You know what I love. I love people who for some reason think their wit and humor made at the expense of others is just so damn good, so out of the ballpark, so incredible, that they can post anything they would like on the Internet, as long as it is done under an assumed alias. They want to get away with it. The want to be "cool". They want to be Miss Snark.

And I love the Miss Snark imitators out there. They are an incredible force in adding to the overall image, knowledge-base, and understanding of humanity. They are just so good, so smart and so wise that they are incredible additions to the the vast array of knowledge garnered by the human race.

So first let us get Miss Snark's Blog out of the way. This woman, whomever she is, is the genius of a new form of communication. She is a literary agent, who decided, for what can only be assumed as purely Altruistic reasons, to help the writing community. I have written about her blog for authors and writers before, what is good and what I personally do not like. It makes no difference in this case what my preferences on how Miss Snark approaches any subject are. She offers incredible advice, does it in an entertaining style and certainly has no gain but that of possibly bettering the writing community as she goes. Whoever she is, she has my total respect. In short the only thing one could say to Miss Snark is: Go Woman Go!

But as many know in the world of publishing, you get many imitators. I can only imagine how many Davinci Code book-alikes were written and rejected sight unseen. I can only imagine how many Stephen King wannabes are out there trying to sell their version of one of his books. Or Kellerman. Or whomever. Who knows? Every art form has its own imitators.

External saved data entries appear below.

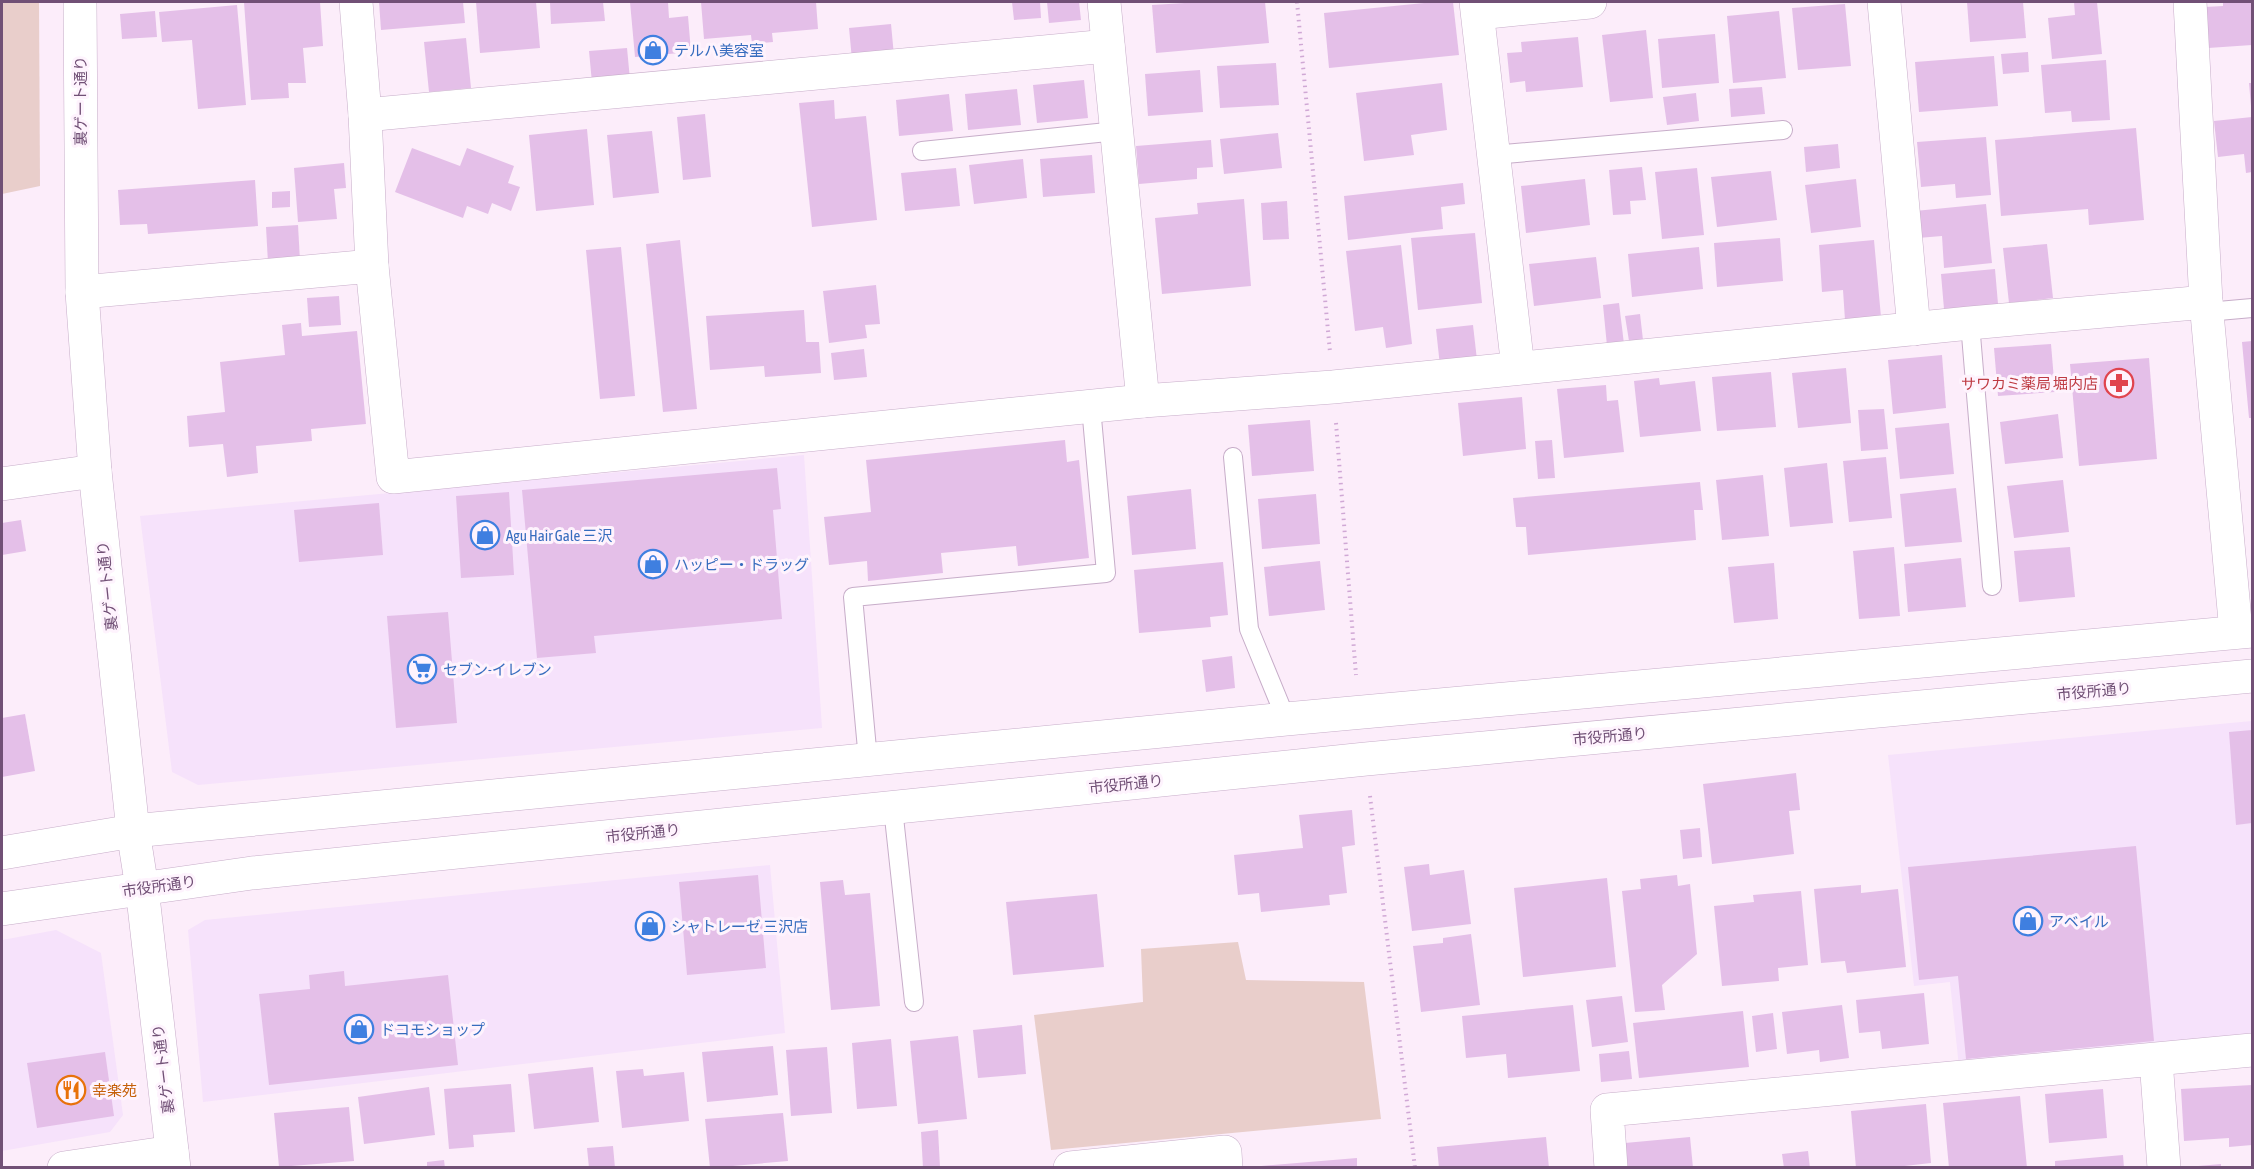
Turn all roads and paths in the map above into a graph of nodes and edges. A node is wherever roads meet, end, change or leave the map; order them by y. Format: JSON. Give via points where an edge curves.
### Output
{"nodes":[{"id":1,"x":80,"y":2,"type":"edge"},
{"id":2,"x":356,"y":2,"type":"edge"},
{"id":3,"x":1104,"y":2,"type":"edge"},
{"id":4,"x":1298,"y":2,"type":"edge"},
{"id":5,"x":1590,"y":2,"type":"edge"},
{"id":6,"x":1884,"y":2,"type":"edge"},
{"id":7,"x":2190,"y":2,"type":"edge"},
{"id":8,"x":1477,"y":7,"type":"edge"},
{"id":9,"x":1108,"y":46,"type":"junction"},
{"id":10,"x":365,"y":115,"type":"junction"},
{"id":11,"x":1783,"y":130,"type":"dead end"},
{"id":12,"x":1117,"y":131,"type":"junction"},
{"id":13,"x":922,"y":151,"type":"dead end"},
{"id":14,"x":1493,"y":155,"type":"junction"},
{"id":15,"x":372,"y":266,"type":"junction"},
{"id":16,"x":82,"y":292,"type":"junction"},
{"id":17,"x":2207,"y":307,"type":"junction"},
{"id":18,"x":2253,"y":308,"type":"edge"},
{"id":19,"x":1970,"y":323,"type":"junction"},
{"id":20,"x":1914,"y":329,"type":"junction"},
{"id":21,"x":1518,"y":368,"type":"junction"},
{"id":22,"x":1333,"y":387,"type":"junction"},
{"id":23,"x":1143,"y":401,"type":"junction"},
{"id":24,"x":1091,"y":407,"type":"junction"},
{"id":25,"x":1233,"y":457,"type":"dead end"},
{"id":26,"x":95,"y":471,"type":"junction"},
{"id":27,"x":2,"y":484,"type":"edge"},
{"id":28,"x":1992,"y":586,"type":"dead end"},
{"id":29,"x":2244,"y":632,"type":"edge"},
{"id":30,"x":2253,"y":676,"type":"edge"},
{"id":31,"x":1286,"y":719,"type":"junction"},
{"id":32,"x":868,"y":760,"type":"junction"},
{"id":33,"x":893,"y":808,"type":"junction"},
{"id":34,"x":133,"y":831,"type":"junction"},
{"id":35,"x":2,"y":853,"type":"edge"},
{"id":36,"x":142,"y":888,"type":"junction"},
{"id":37,"x":2,"y":909,"type":"edge"},
{"id":38,"x":914,"y":1002,"type":"dead end"},
{"id":39,"x":2253,"y":1050,"type":"edge"},
{"id":40,"x":2156,"y":1060,"type":"junction"},
{"id":41,"x":173,"y":1160,"type":"edge"},
{"id":42,"x":64,"y":1167,"type":"edge"},
{"id":43,"x":1070,"y":1167,"type":"edge"},
{"id":44,"x":1226,"y":1167,"type":"edge"},
{"id":45,"x":1611,"y":1167,"type":"edge"},
{"id":46,"x":2164,"y":1167,"type":"edge"}],
"edges":[{"from":1,"to":16,"type":"street","name":"裏ゲート通り"},
{"from":2,"to":10,"type":"street"},
{"from":3,"to":9,"type":"street"},
{"from":4,"to":22,"type":"path"},
{"from":5,"to":8,"type":"street"},
{"from":6,"to":20,"type":"street"},
{"from":7,"to":17,"type":"street"},
{"from":8,"to":14,"type":"street"},
{"from":9,"to":10,"type":"street"},
{"from":9,"to":12,"type":"street"},
{"from":10,"to":15,"type":"street"},
{"from":11,"to":14,"type":"lane"},
{"from":12,"to":13,"type":"lane"},
{"from":12,"to":23,"type":"street"},
{"from":14,"to":21,"type":"street"},
{"from":15,"to":16,"type":"street"},
{"from":15,"to":24,"type":"street","via":[[393,477]]},
{"from":16,"to":26,"type":"street","name":"裏ゲート通り"},
{"from":17,"to":18,"type":"lane"},
{"from":17,"to":19,"type":"street"},
{"from":17,"to":29,"type":"street"},
{"from":19,"to":20,"type":"street"},
{"from":19,"to":28,"type":"lane"},
{"from":20,"to":21,"type":"street"},
{"from":21,"to":22,"type":"street"},
{"from":22,"to":23,"type":"street"},
{"from":23,"to":24,"type":"street"},
{"from":24,"to":32,"type":"lane","via":[[1106,573],[853,597]]},
{"from":25,"to":31,"type":"lane","via":[[1249,629]]},
{"from":26,"to":27,"type":"street"},
{"from":26,"to":34,"type":"street","name":"裏ゲート通り"},
{"from":29,"to":31,"type":"street"},
{"from":30,"to":33,"type":"street","name":"市役所通り","via":[[1366,759]]},
{"from":31,"to":32,"type":"street"},
{"from":32,"to":34,"type":"street"},
{"from":33,"to":36,"type":"street","name":"市役所通り","via":[[252,873]]},
{"from":33,"to":38,"type":"lane"},
{"from":34,"to":35,"type":"street"},
{"from":34,"to":36,"type":"street","name":"裏ゲート通り"},
{"from":36,"to":37,"type":"street","name":"市役所通り"},
{"from":36,"to":41,"type":"street","name":"裏ゲート通り"},
{"from":39,"to":40,"type":"street"},
{"from":40,"to":45,"type":"street","via":[[1606,1110]]},
{"from":40,"to":46,"type":"street"},
{"from":41,"to":42,"type":"street"},
{"from":43,"to":44,"type":"street","via":[[1225,1152]]}]}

So it should not surprise anyone that Snarkville has its own plethora of imitators as well. The problem herein lies in the fact that they are really horrible imitators. They are people who seem to be doing this from altruistic reasons, and yet, they also are having Blog orgasms on the power trip they have ventured upon.

Okay, I am not someone to keep my mouth shut. Of course, many of you authors out there will tell me I am absolutely nuts for doing this because you believe Literary Agents have this secret cabal. They meet in a dark room on some island once a year, where there is no press and the place has been sanitized for bugs. At this meeting among other things, they create a black list of authors who have pissed them off. These authors are placed in a secret database protected with algorithms from the NSA and during the course of the next ten years, if any liteary agent gets a query letter from an author listed in the database, said author is sent the most demeaning form rejection possible. This is called "The Great Convention of The All-Powerful Literary Agents". Beware, because they usually meet right after Thanksgiving and before Christmas. And you do not want to be blacklisted.

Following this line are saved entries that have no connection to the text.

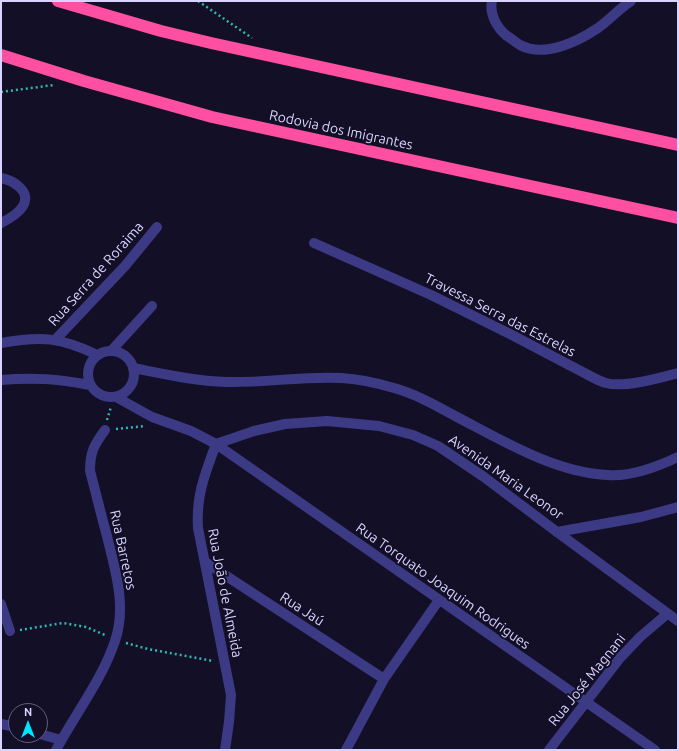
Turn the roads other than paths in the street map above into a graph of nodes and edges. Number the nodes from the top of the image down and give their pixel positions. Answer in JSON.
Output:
{"nodes":[{"id":1,"x":58,"y":1,"type":"edge"},
{"id":2,"x":492,"y":1,"type":"edge"},
{"id":3,"x":631,"y":1,"type":"edge"},
{"id":4,"x":1,"y":55,"type":"edge"},
{"id":5,"x":678,"y":145,"type":"edge"},
{"id":6,"x":1,"y":178,"type":"edge"},
{"id":7,"x":678,"y":218,"type":"edge"},
{"id":8,"x":1,"y":223,"type":"edge"},
{"id":9,"x":157,"y":227,"type":"dead end"},
{"id":10,"x":314,"y":243,"type":"dead end"},
{"id":11,"x":152,"y":306,"type":"dead end"},
{"id":12,"x":56,"y":339,"type":"junction"},
{"id":13,"x":1,"y":343,"type":"edge"},
{"id":14,"x":111,"y":351,"type":"junction"},
{"id":15,"x":97,"y":355,"type":"junction"},
{"id":16,"x":133,"y":368,"type":"junction"},
{"id":17,"x":678,"y":374,"type":"edge"},
{"id":18,"x":1,"y":380,"type":"edge"},
{"id":19,"x":90,"y":385,"type":"junction"},
{"id":20,"x":115,"y":397,"type":"junction"},
{"id":21,"x":105,"y":430,"type":"road end"},
{"id":22,"x":216,"y":444,"type":"junction"},
{"id":23,"x":678,"y":457,"type":"edge"},
{"id":24,"x":678,"y":507,"type":"edge"},
{"id":25,"x":557,"y":532,"type":"junction"},
{"id":26,"x":205,"y":562,"type":"junction"},
{"id":27,"x":439,"y":600,"type":"junction"},
{"id":28,"x":1,"y":604,"type":"edge"},
{"id":29,"x":668,"y":614,"type":"junction"},
{"id":30,"x":678,"y":621,"type":"edge"},
{"id":31,"x":10,"y":631,"type":"dead end"},
{"id":32,"x":384,"y":679,"type":"junction"},
{"id":33,"x":585,"y":701,"type":"junction"},
{"id":34,"x":48,"y":736,"type":"edge"},
{"id":35,"x":61,"y":740,"type":"junction"},
{"id":36,"x":56,"y":750,"type":"edge"},
{"id":37,"x":225,"y":750,"type":"edge"},
{"id":38,"x":346,"y":750,"type":"edge"},
{"id":39,"x":549,"y":750,"type":"edge"},
{"id":40,"x":655,"y":750,"type":"edge"}],
"edges":[{"from":1,"to":5,"type":"highway"},
{"from":2,"to":3,"type":"street"},
{"from":4,"to":7,"type":"highway","name":"Rodovia dos Imigrantes"},
{"from":6,"to":8,"type":"street"},
{"from":9,"to":12,"type":"street","name":"Rua Serra de Roraima"},
{"from":10,"to":17,"type":"street","name":"Travessa Serra das Estrelas"},
{"from":11,"to":14,"type":"street"},
{"from":12,"to":13,"type":"street"},
{"from":12,"to":15,"type":"street"},
{"from":14,"to":15,"type":"street"},
{"from":14,"to":16,"type":"street"},
{"from":15,"to":19,"type":"street"},
{"from":16,"to":20,"type":"street"},
{"from":16,"to":23,"type":"street","name":"Avenida Maria Leonor"},
{"from":18,"to":19,"type":"street"},
{"from":19,"to":20,"type":"street"},
{"from":20,"to":22,"type":"street"},
{"from":21,"to":35,"type":"street","name":"Rua Barretos"},
{"from":22,"to":25,"type":"street","name":"Avenida Maria Leonor"},
{"from":22,"to":26,"type":"street","name":"Rua João de Almeida"},
{"from":22,"to":27,"type":"street","name":"Rua Torquato Joaquim Rodrigues"},
{"from":24,"to":25,"type":"street","name":"Avenida Maria Leonor"},
{"from":25,"to":29,"type":"street"},
{"from":26,"to":32,"type":"street","name":"Rua Jaú"},
{"from":26,"to":37,"type":"street","name":"Rua João de Almeida"},
{"from":27,"to":32,"type":"street"},
{"from":27,"to":33,"type":"street","name":"Rua Torquato Joaquim Rodrigues"},
{"from":28,"to":31,"type":"street"},
{"from":29,"to":30,"type":"street"},
{"from":29,"to":33,"type":"street","name":"Rua José Magnani"},
{"from":32,"to":38,"type":"street"},
{"from":33,"to":39,"type":"street","name":"Rua José Magnani"},
{"from":33,"to":40,"type":"street","name":"Rua Torquato Joaquim Rodrigues"},
{"from":34,"to":35,"type":"street"},
{"from":35,"to":36,"type":"street","name":"Rua Barretos"}]}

Well, I guess I am just not politically correct, and since I have known a few literary agents in my travels through life, I do not fear them.

I need them, I require them, I respect some or many of them. I do not fear them.

Thus, when Miss Snark, whom as I have said, has my total respect, recommends a blog to go see and read, I click on the link and read it. When I see this blog mentioned in Absolute Write as well, then I further have the desire to see what wisdom is going to presented here. And therefore the other day, a blog called "The Rejecter" came to my attention. (And yes there is the link for those who wish to add to their erudite knowledge and wisdom.)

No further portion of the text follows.